The Institute of Food Technologists is a nonprofit scientific society, and they recently released a list of 14 foods that they believe can be called true "health foods" because of the science and research that support the health claims associated with these foods. Here's the current list of 14 and the health benefits associated with consumption of these foods:
Barley is a grain and according to the IFT there are currently 11 studies to support increased consumption of barley products. The health benefits associated with eating barley include lowering total cholesterol and LDL, or the bad cholesterol. Remember that when consuming grains, the less processed the grains, the better.
Quinoa and buckwheat are two unique whole grains, and according to the IFT review, consumption of seeds and sprouts from these two whole grain choices means you are getting the benefit of polyphenols, compounds associated with health benefits. If you need to eat "gluten-free" then you can safely consume breads made with these 2 ingredients.
Brown rice, when substituted for white rice and other "white grain products" can help to lower your risk of diabetes type 2. Another rice choice that is recommended as a healthy choice is black rice, which you can buy easily at local ethnic supermarkets.
Rye is another whole grain and its health benefits are supported by research. In fact, rye bread has a lower glycemic index, meaning that when you eat and digest this kind of bread, your insulin response is more modulated. It also satiates, so it's a great bread to include at breakfast or lunch.
Walnut consumption is now associated with a reduction in cardiovascular disease risk, especially in diabetes type 2 patients.
Almonds have been highlighted as a healthy food for some time and a 2007 study showed that a specific portion of almonds (about 300 calories) can be consumed on a regular basis and not stimulate weight gain. The fiber content of almonds may help to minimize the weight gain risk associated with consumption of higher fat foods.
Hazelnuts contain a number of anti-oxidants in the hazelnut skin, so when consumed as part of a healthy diet, make sure to eat the whole (unprocessed) hazelnut.
Pistachios have been touted as a health food for some time, and dieticians love the fact that a portion equals 49 medium sized nuts. A recent study looked at its anti-inflammatory properties.
Pecans are a great addition to salads, fish, muffins and desserts and the vitamin E in pecans may delay progression of motor neuron degeneration.
Fruits and Vegetables
Blueberries (whole) have lots of fiber and one six week study showed that when consumed daily (in smoothies) these berries improved insulin sensitivity in obese non-diabetic patients and in insulin resistant patients.

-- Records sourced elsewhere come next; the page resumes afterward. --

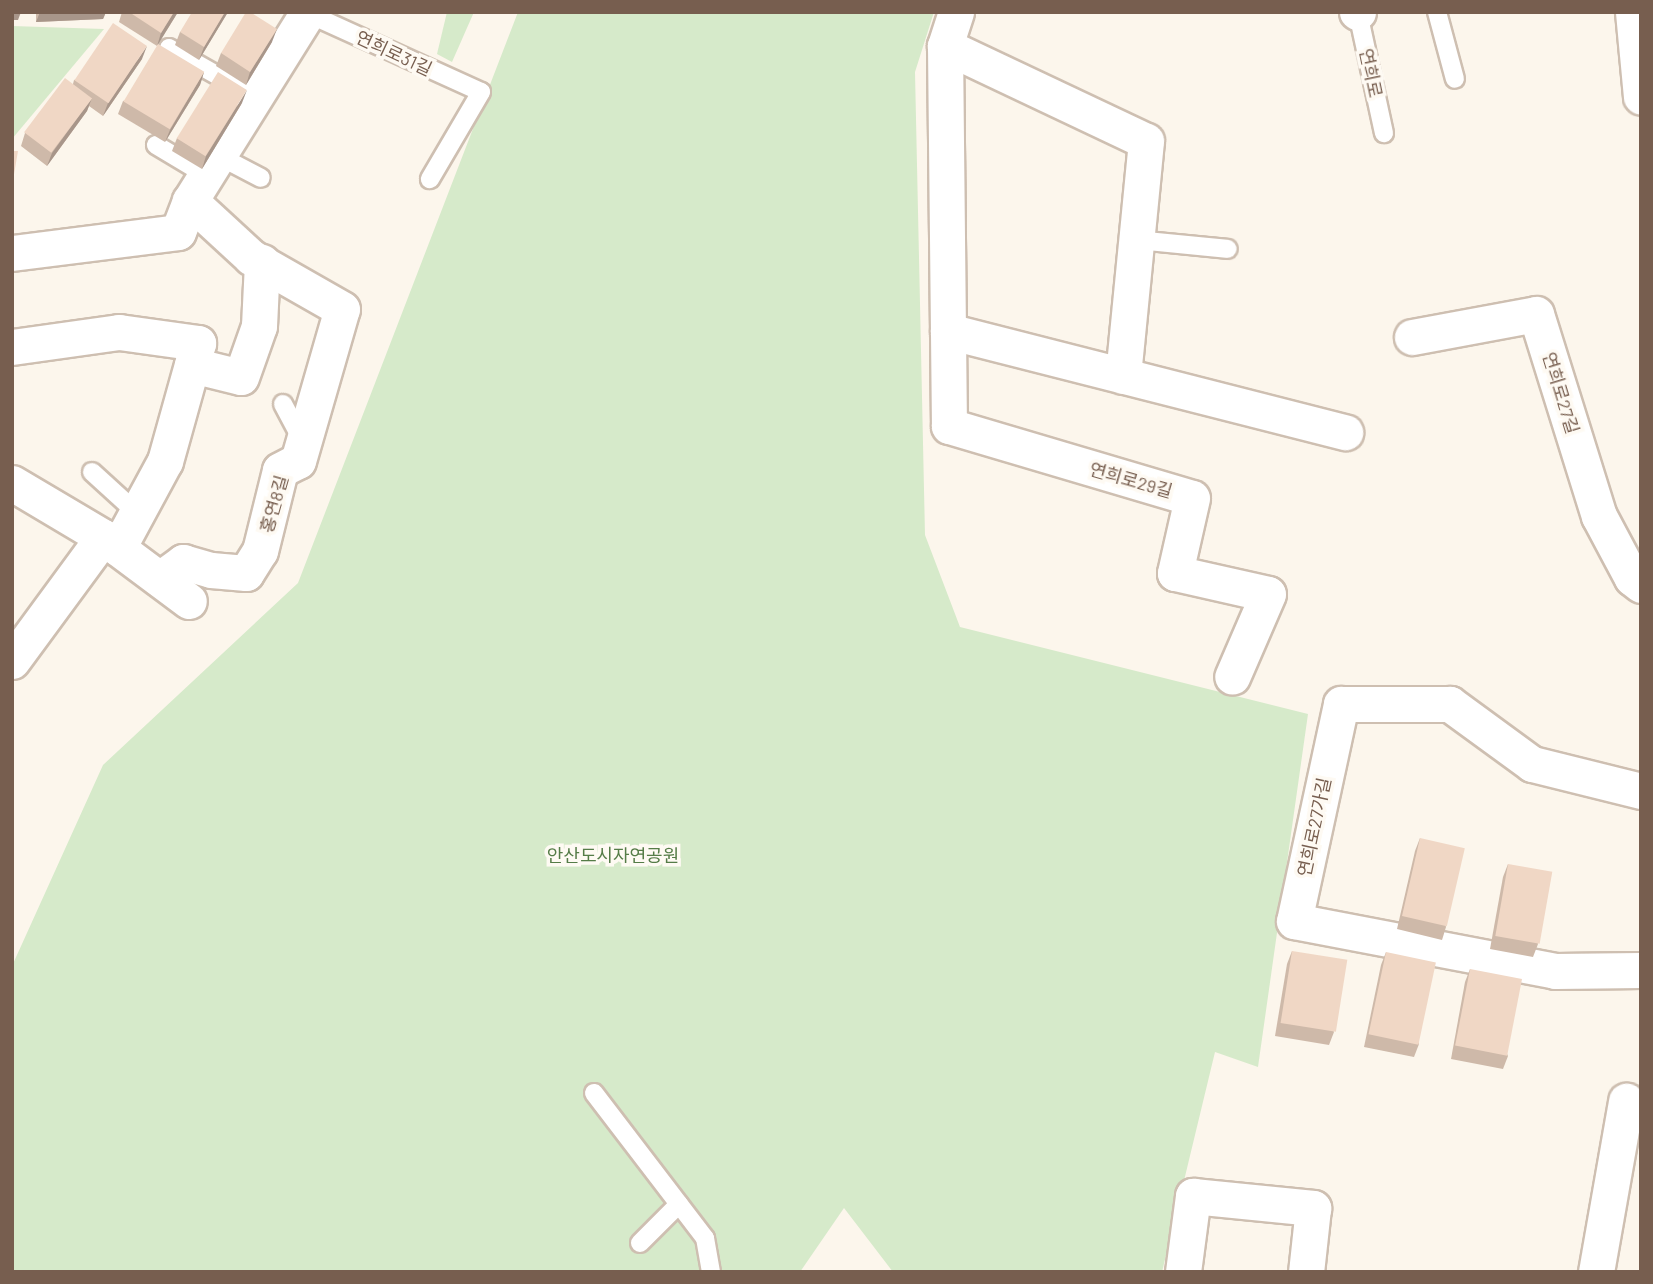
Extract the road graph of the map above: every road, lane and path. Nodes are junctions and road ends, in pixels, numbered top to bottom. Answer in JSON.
{"nodes":[{"id":1,"x":957,"y":12,"type":"edge"},
{"id":2,"x":1357,"y":12,"type":"edge"},
{"id":3,"x":1437,"y":12,"type":"edge"},
{"id":4,"x":1633,"y":12,"type":"edge"},
{"id":5,"x":308,"y":13,"type":"edge"},
{"id":6,"x":945,"y":46,"type":"junction"},
{"id":7,"x":169,"y":48,"type":"edge"},
{"id":8,"x":1455,"y":79,"type":"dead end"},
{"id":9,"x":256,"y":97,"type":"junction"},
{"id":10,"x":1641,"y":97,"type":"edge"},
{"id":11,"x":1384,"y":132,"type":"dead end"},
{"id":12,"x":156,"y":145,"type":"dead end"},
{"id":13,"x":205,"y":177,"type":"junction"},
{"id":14,"x":261,"y":178,"type":"dead end"},
{"id":15,"x":430,"y":178,"type":"dead end"},
{"id":16,"x":1137,"y":240,"type":"junction"},
{"id":17,"x":1228,"y":249,"type":"dead end"},
{"id":18,"x":12,"y":253,"type":"edge"},
{"id":19,"x":262,"y":262,"type":"junction"},
{"id":20,"x":948,"y":331,"type":"junction"},
{"id":21,"x":1412,"y":337,"type":"dead end"},
{"id":22,"x":12,"y":347,"type":"edge"},
{"id":23,"x":191,"y":365,"type":"junction"},
{"id":24,"x":1123,"y":376,"type":"junction"},
{"id":25,"x":283,"y":404,"type":"dead end"},
{"id":26,"x":1345,"y":432,"type":"dead end"},
{"id":27,"x":304,"y":442,"type":"junction"},
{"id":28,"x":92,"y":472,"type":"dead end"},
{"id":29,"x":17,"y":497,"type":"edge"},
{"id":30,"x":137,"y":513,"type":"junction"},
{"id":31,"x":111,"y":543,"type":"junction"},
{"id":32,"x":160,"y":579,"type":"junction"},
{"id":33,"x":1641,"y":585,"type":"edge"},
{"id":34,"x":189,"y":601,"type":"dead end"},
{"id":35,"x":12,"y":661,"type":"edge"},
{"id":36,"x":1233,"y":677,"type":"dead end"},
{"id":37,"x":1641,"y":791,"type":"edge"},
{"id":38,"x":1641,"y":970,"type":"edge"},
{"id":39,"x":594,"y":1093,"type":"dead end"},
{"id":40,"x":1626,"y":1101,"type":"dead end"},
{"id":41,"x":679,"y":1204,"type":"junction"},
{"id":42,"x":640,"y":1243,"type":"dead end"},
{"id":43,"x":711,"y":1272,"type":"edge"},
{"id":44,"x":1183,"y":1272,"type":"edge"},
{"id":45,"x":1306,"y":1272,"type":"edge"},
{"id":46,"x":1596,"y":1272,"type":"edge"}],
"edges":[{"from":1,"to":6,"type":"street","name":"연희로29길"},
{"from":2,"to":11,"type":"lane","name":"연희로"},
{"from":3,"to":8,"type":"lane"},
{"from":4,"to":10,"type":"street"},
{"from":5,"to":9,"type":"street","name":"연희로31길"},
{"from":5,"to":15,"type":"lane","name":"연희로31길"},
{"from":6,"to":16,"type":"street"},
{"from":6,"to":20,"type":"street","name":"연희로29길"},
{"from":7,"to":9,"type":"lane"},
{"from":9,"to":13,"type":"street","name":"연희로31길"},
{"from":12,"to":13,"type":"lane"},
{"from":13,"to":14,"type":"lane"},
{"from":13,"to":18,"type":"street"},
{"from":13,"to":19,"type":"street"},
{"from":16,"to":17,"type":"lane"},
{"from":16,"to":24,"type":"street"},
{"from":19,"to":23,"type":"street"},
{"from":19,"to":27,"type":"street","name":"홍연8길"},
{"from":20,"to":24,"type":"street"},
{"from":20,"to":36,"type":"street","name":"연희로29길"},
{"from":21,"to":33,"type":"street","name":"연희로27길"},
{"from":22,"to":23,"type":"street"},
{"from":23,"to":30,"type":"street"},
{"from":24,"to":26,"type":"street"},
{"from":25,"to":27,"type":"lane"},
{"from":27,"to":32,"type":"street","name":"홍연8길"},
{"from":28,"to":30,"type":"lane"},
{"from":29,"to":31,"type":"street"},
{"from":30,"to":31,"type":"street"},
{"from":31,"to":32,"type":"street"},
{"from":31,"to":35,"type":"street"},
{"from":32,"to":34,"type":"street"},
{"from":37,"to":38,"type":"street","name":"연희로27가길"},
{"from":39,"to":41,"type":"lane"},
{"from":40,"to":46,"type":"street"},
{"from":41,"to":42,"type":"lane"},
{"from":41,"to":43,"type":"lane"},
{"from":44,"to":45,"type":"street"}]}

Pomegranates (juice) in one early study appeared to prevent some anticipated complications in kidney disease patients on dialysis. It should be noted that juice manufacturers make a number of health claims that have not all been vetted by double blind substantial research studies.
Black raspberries were noted in one 2010 study to prevent intestinal tumor development in mice. These berries are quite high in fiber.
Broccoli and cauliflower are cruciferous vegetables that may help to reduce the risk of aggressive prostate cancer.
Tomatoes are typically associated with their lycopene content, and studies suggest that consumption of cooked (with a bit of olive oil) tomatoes may help to lower the risk of prostate cancer. A different study seems to suggest that daily consumption of 2 servings of canned tomato products daily may help to lower blood pressure.
It should be noted that a recent study on fruit and vegetable impact, with regards to reduction of mortality rate from heart disease, suggests that closer to 8 to 10 servings, and not 5 servings, are needed to appreciate the health impact and risk reduction.
The takeaway message of this blog should be:
(a) There are a number of foods you can consume that will help to support good health
(b) These healthy foods are tasty and can be added to home-cooked recipes in a variety of ways
(c) What you choose to eat or NOT to eat can impact your health
(d) When you make food choices that have health claims, you should investigate the science behind those claims. Sometimes the research is just not there.